It all sounds harmless and innocent, but in truth, it really isn't funny. It isn't your neighbours responsibility to shoo him away, shoot him with a water pistol or fit anything around their house to deter him, even if you supply it.  

If he came into my house, he might escape unharmed, but got knows what damage would be done with my four dogs in the house, wound up by a cat, especially one actively taunting them. 

I've had a cat some and crap on my kitchen floor before now...I run a baking business as a part time thing out of my house, so this is disgusting to me and i ended up having to fit mesh to my windows so that I could let fresh air in without risking a cat coming in. 

It sounds like you have some very patient neighbours, but honestly, I think you need to be looking more at what you can do and less at what your neighbours can do...he isn't their responsibiltiy. 

Is it just me that sees it this way? Don't get me wrong, I love cats, but this is the reason I won't have them. I'd be constantly worried and constantly feeling guilty if an animal of mine was doing that.

Bengals are beautiful though!


----------



## _GG_ (1 July 2013)

catxx said:



			What a naughty kitty! 

I would go with the water trick first. Maybe ask your neighbours to ensure they don't leave food out that might tempt him in. 

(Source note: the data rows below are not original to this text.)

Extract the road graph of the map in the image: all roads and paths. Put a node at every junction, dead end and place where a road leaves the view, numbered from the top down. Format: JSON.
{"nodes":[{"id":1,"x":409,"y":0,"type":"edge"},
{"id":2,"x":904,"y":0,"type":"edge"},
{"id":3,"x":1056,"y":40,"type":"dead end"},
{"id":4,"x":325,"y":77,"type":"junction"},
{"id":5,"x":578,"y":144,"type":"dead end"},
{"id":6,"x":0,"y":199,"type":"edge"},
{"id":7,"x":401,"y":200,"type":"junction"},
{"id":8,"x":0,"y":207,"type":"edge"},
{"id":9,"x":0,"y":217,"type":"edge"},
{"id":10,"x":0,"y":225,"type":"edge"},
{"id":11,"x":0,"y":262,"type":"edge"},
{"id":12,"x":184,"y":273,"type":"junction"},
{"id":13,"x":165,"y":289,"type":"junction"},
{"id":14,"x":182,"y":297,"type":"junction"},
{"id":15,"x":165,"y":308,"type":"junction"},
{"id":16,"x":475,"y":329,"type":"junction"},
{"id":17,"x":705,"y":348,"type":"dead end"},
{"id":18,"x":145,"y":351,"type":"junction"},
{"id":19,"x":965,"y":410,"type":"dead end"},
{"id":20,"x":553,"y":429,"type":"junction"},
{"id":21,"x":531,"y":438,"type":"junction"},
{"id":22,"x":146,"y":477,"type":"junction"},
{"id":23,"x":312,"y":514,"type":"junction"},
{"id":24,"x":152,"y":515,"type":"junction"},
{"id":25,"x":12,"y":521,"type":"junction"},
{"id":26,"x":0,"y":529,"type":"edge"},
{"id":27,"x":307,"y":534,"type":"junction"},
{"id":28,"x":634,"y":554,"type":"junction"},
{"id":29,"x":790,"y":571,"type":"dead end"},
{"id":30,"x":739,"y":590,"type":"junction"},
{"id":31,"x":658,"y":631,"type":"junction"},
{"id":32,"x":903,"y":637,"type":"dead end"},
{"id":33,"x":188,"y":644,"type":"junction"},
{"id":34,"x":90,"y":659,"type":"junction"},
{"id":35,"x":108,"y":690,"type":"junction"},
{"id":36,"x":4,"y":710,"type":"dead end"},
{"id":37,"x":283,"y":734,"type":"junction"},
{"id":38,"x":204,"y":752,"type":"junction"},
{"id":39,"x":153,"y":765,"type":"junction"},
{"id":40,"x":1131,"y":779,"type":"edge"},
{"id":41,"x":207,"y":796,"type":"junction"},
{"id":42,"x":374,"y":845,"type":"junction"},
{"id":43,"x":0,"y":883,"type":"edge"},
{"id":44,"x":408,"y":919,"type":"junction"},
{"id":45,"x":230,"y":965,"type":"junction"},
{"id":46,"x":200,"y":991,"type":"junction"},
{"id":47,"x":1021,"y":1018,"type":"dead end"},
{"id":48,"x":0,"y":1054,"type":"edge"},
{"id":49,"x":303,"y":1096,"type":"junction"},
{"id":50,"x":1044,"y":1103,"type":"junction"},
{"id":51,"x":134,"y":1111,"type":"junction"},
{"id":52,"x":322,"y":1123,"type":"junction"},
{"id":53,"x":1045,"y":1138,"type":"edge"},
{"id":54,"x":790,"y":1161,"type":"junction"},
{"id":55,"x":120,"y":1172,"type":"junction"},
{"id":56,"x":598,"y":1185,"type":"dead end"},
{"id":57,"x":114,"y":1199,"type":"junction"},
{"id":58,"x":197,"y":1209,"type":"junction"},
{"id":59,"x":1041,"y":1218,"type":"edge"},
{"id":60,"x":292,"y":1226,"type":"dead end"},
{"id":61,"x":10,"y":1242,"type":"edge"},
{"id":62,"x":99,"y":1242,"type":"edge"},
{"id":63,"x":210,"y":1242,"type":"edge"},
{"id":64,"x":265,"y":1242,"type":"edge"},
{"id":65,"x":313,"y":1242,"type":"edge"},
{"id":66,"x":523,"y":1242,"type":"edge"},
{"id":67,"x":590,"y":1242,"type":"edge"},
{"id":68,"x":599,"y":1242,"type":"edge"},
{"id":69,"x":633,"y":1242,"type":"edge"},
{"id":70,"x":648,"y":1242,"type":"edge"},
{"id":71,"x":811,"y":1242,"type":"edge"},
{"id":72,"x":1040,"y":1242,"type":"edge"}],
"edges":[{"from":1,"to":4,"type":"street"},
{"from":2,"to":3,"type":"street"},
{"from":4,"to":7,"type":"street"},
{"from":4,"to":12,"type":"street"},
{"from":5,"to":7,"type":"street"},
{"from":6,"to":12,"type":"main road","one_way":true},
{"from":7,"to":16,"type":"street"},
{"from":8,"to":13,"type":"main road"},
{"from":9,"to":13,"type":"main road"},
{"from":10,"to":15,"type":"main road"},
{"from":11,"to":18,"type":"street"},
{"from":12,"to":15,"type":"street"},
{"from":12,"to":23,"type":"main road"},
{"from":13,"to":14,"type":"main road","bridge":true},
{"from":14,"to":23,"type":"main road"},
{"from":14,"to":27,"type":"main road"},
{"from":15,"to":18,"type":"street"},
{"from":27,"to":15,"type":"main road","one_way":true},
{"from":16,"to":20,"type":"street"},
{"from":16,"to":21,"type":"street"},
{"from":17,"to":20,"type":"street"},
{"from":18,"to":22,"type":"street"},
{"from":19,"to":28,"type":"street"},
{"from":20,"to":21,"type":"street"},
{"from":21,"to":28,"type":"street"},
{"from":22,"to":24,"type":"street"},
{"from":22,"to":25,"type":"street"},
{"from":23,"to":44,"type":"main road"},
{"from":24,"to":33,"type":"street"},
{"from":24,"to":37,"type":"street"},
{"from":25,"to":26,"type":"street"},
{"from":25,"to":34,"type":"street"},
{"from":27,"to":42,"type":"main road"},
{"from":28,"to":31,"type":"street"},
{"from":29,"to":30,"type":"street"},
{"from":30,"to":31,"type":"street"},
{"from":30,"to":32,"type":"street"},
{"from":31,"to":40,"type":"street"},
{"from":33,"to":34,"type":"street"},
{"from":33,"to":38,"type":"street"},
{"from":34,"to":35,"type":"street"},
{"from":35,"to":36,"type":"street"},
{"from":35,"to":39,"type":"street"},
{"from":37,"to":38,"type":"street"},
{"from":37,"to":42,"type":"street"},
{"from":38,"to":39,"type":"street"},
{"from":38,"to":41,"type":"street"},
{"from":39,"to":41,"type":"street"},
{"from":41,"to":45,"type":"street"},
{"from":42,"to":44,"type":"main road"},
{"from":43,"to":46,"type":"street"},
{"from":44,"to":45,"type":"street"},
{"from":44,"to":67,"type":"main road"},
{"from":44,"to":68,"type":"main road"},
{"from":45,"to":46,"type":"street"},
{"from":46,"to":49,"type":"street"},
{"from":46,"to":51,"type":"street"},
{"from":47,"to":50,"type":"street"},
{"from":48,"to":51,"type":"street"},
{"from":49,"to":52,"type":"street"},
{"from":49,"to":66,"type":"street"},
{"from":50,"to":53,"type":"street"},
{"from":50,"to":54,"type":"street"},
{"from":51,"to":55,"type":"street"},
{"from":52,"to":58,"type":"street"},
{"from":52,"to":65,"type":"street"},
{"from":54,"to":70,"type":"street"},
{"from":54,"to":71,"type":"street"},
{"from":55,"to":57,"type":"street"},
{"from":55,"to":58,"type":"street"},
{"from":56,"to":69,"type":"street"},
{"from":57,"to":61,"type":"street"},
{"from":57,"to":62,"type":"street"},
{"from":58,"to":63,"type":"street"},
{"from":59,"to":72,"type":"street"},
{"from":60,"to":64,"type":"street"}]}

There was a rangy looking mog that used to live near my mum (it's, fortunately, passed away now) - it wasn't Bengal but had that look and had been rescued from Dubai and brought over to the UK. It was friendly to people, but would savagely attack other cats - it caused my mum's cat to have several stitches (which his owners paid for). He was so cheeky he would haul open my mum's cat flap even though it was one of those magnet activated ones. She got him by the scruff when she found him in her kitchen, poured a pan of cold water over him, but that STILL didn't deter him! His owners ended up putting him on hormone tablets to try and calm his destruction of the neighbourhood.
		
Click to expand...

I understand food may tempt a cat in...but people shouldn't have to change the way they do things because of someone elses pet.


----------



## MagicMelon (1 July 2013)

We never let our Bengals out of our garden, mainly because their so enquisitive that they'd probably end up getting into the post mans van or something.  If I'm honest, I think you need to keep your cat in your garden full stop.  Just because you've only had one complaint, I bet more people are irritated by your cat if its always getting into their houses or duffing up their pets! I dont think you should expect your elderly neighbours to use a water pistol on your cat, and also why should they have something put in their garden to keep it out?  Its really up to you to do so, you could probably still take it for walks with the dogs or something but otherwise, I think you should fence your garden so it stays in and doesn't keep upsetting everyone elses pets!  NOBODY likes their pet being beaten up! The last place we lived, there was a thug of a cat that used to roam the neighbourhood beating cats up, even though my cats stayed in my garden, this brute would always pay mine a visit beating them up - NOT impressed, really peed me off.  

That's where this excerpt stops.